Wow. I probably should have expressed that as a list or a timeline or something, because that is one very long sentence.

But fuck it. Makes sense to me, anyway. I have no head for graphics.

This growing sense of time, of how long a moment is, can make it seem like time is speeding up and that can be very scary and depressing. You feel like everything is changing too fast and that by the time you get used to the next thing, it will be obsolete too, just like you, and it can seem like you are un a runaway train headed straight over the edge of a cliff to crash directly into death.

That is a very bad feeling. I know this because I have felt it. It’s an illusion, of course. Days still have the same number of seconds in them as the day you were born, and nothing has actually changed in the outside world. The change is purely subjective.

And that helps. When I get to feeling that way, I repeat my little rationalist mantra of “it’s all an illusion, nothing has really changed” in order to steady myself.

But such rational coping mechanisms can, at best, only offer the cold comfort of their bright but chilly embrace.

It can keep you from going creepy. It can even, on a good day, keep you from freaking out and having a panic attack.

But it can’t truly make you feel better.

That’s a lesson I ought to remember. I need a lot more than cold comfort if I am to get over my past and become more whole and strong enough to stand on my own.

I will need to learn to comfort myself with something much warmer than reason.

I will need to learn how to give myself a hug.

I had nobody to model that behaviour for me. Mine was an extremely chilly childhood. There was a lot of light in that household, because we are all very bright, but there was very little in the way of emotional warmth.

And I think we all suffered because of it. Me most of all because I was isolated from my siblings by time and birth order and being a surprise, but we all felt it.

But we couldn’t see it. We didn’t know that it was the cause of some of our suffering. It was all too easy to blame my father and his rages for all our suffering. He was the obvious villain and so we blamed him.
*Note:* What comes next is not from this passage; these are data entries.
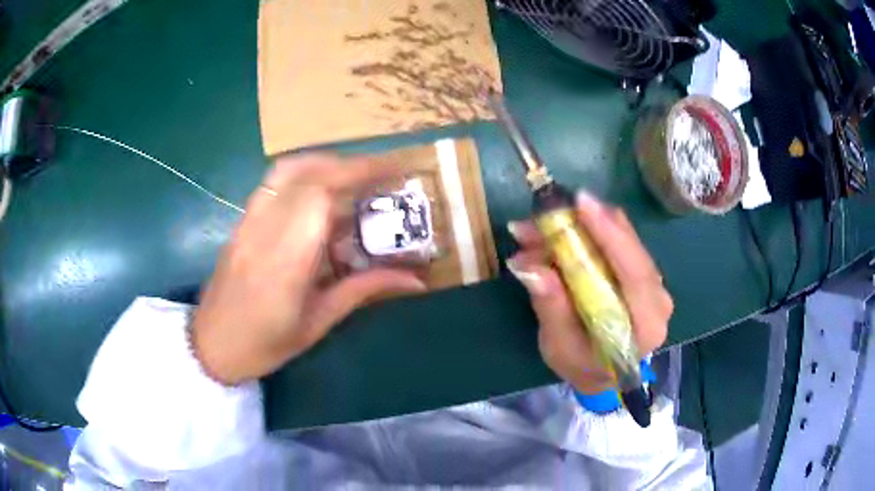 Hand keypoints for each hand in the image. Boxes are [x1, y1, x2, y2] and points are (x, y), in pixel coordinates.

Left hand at [191, 154, 425, 384]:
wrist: (210, 345)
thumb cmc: (265, 345)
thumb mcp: (318, 323)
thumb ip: (363, 290)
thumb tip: (415, 279)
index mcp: (285, 261)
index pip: (320, 194)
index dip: (359, 172)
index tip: (393, 170)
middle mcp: (263, 230)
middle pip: (305, 171)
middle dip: (349, 164)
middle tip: (380, 177)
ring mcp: (247, 222)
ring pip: (285, 170)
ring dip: (324, 164)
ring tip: (352, 180)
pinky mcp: (240, 222)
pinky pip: (273, 184)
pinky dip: (303, 176)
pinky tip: (318, 198)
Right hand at [506, 191, 671, 393]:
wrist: (602, 374)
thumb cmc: (582, 366)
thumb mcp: (560, 347)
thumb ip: (551, 308)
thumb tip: (529, 266)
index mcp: (646, 325)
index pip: (634, 273)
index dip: (610, 235)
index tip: (581, 203)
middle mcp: (658, 298)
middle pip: (628, 247)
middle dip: (583, 226)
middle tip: (538, 219)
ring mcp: (652, 282)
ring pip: (621, 238)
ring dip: (579, 227)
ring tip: (535, 230)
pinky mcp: (640, 272)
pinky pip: (617, 242)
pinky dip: (586, 233)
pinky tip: (556, 234) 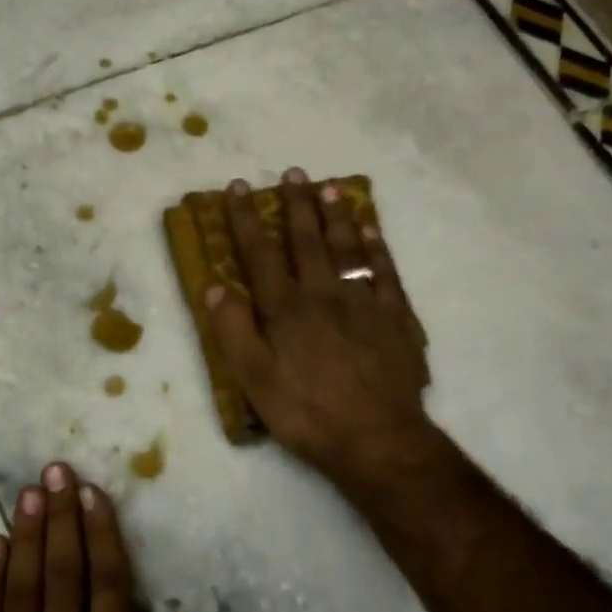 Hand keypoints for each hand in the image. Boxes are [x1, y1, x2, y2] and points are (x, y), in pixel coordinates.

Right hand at [207, 169, 431, 483]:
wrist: (377, 439)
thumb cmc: (307, 412)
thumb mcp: (254, 380)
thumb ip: (233, 331)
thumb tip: (215, 285)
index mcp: (286, 310)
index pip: (260, 254)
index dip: (246, 219)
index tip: (238, 187)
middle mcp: (323, 295)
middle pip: (308, 241)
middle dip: (297, 205)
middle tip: (294, 173)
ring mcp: (364, 303)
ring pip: (348, 248)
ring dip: (337, 216)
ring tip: (330, 187)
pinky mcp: (396, 318)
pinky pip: (386, 272)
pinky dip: (378, 247)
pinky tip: (372, 229) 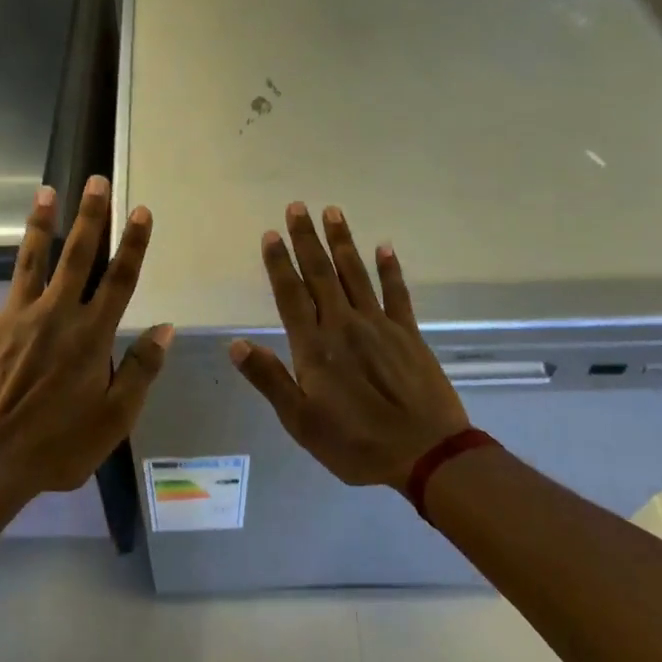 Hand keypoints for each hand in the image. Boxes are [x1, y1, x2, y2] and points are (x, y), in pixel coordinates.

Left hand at [0, 176, 173, 500]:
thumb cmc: (55, 447)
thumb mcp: (114, 420)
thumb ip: (141, 371)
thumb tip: (165, 328)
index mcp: (90, 336)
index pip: (120, 280)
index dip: (133, 244)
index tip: (141, 211)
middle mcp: (55, 315)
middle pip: (77, 257)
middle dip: (90, 217)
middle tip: (96, 181)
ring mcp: (14, 319)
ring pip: (30, 261)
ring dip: (39, 224)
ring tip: (47, 190)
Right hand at [230, 203, 475, 490]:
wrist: (425, 455)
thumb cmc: (355, 444)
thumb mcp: (301, 422)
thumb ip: (269, 379)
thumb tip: (235, 345)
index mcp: (314, 346)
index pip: (291, 294)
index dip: (279, 263)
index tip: (271, 234)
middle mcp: (343, 325)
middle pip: (321, 273)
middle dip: (307, 239)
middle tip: (297, 206)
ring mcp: (379, 326)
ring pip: (355, 274)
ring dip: (342, 242)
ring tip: (332, 212)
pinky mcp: (408, 334)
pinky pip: (396, 293)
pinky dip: (390, 268)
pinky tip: (384, 246) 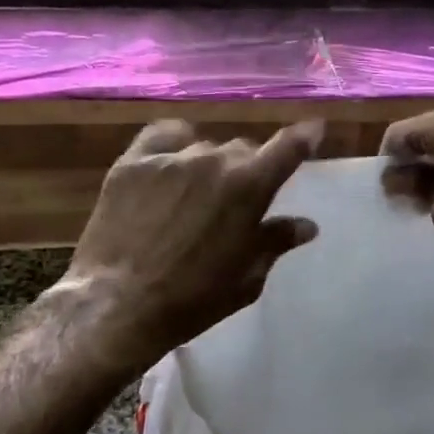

But it wasn’t his fault that there was so little warmth. In face, this intellectual chilliness might have been part of why he acted like he did.

It came from my mother. And it was subtle – it’s not like she’s some kind of aloof ice queen or detached academic. She’s a very warm and sweet person.

But thr truth is, underneath it all, she is uncomfortable with overly emotional situations and likes us kids best when we are being bright students for her to teach.

And I was the brightest sudent of them all.

No wonder I am such a wreck.

I was emotionally malnourished right from the start.

I will talk to you nice people again tomorrow.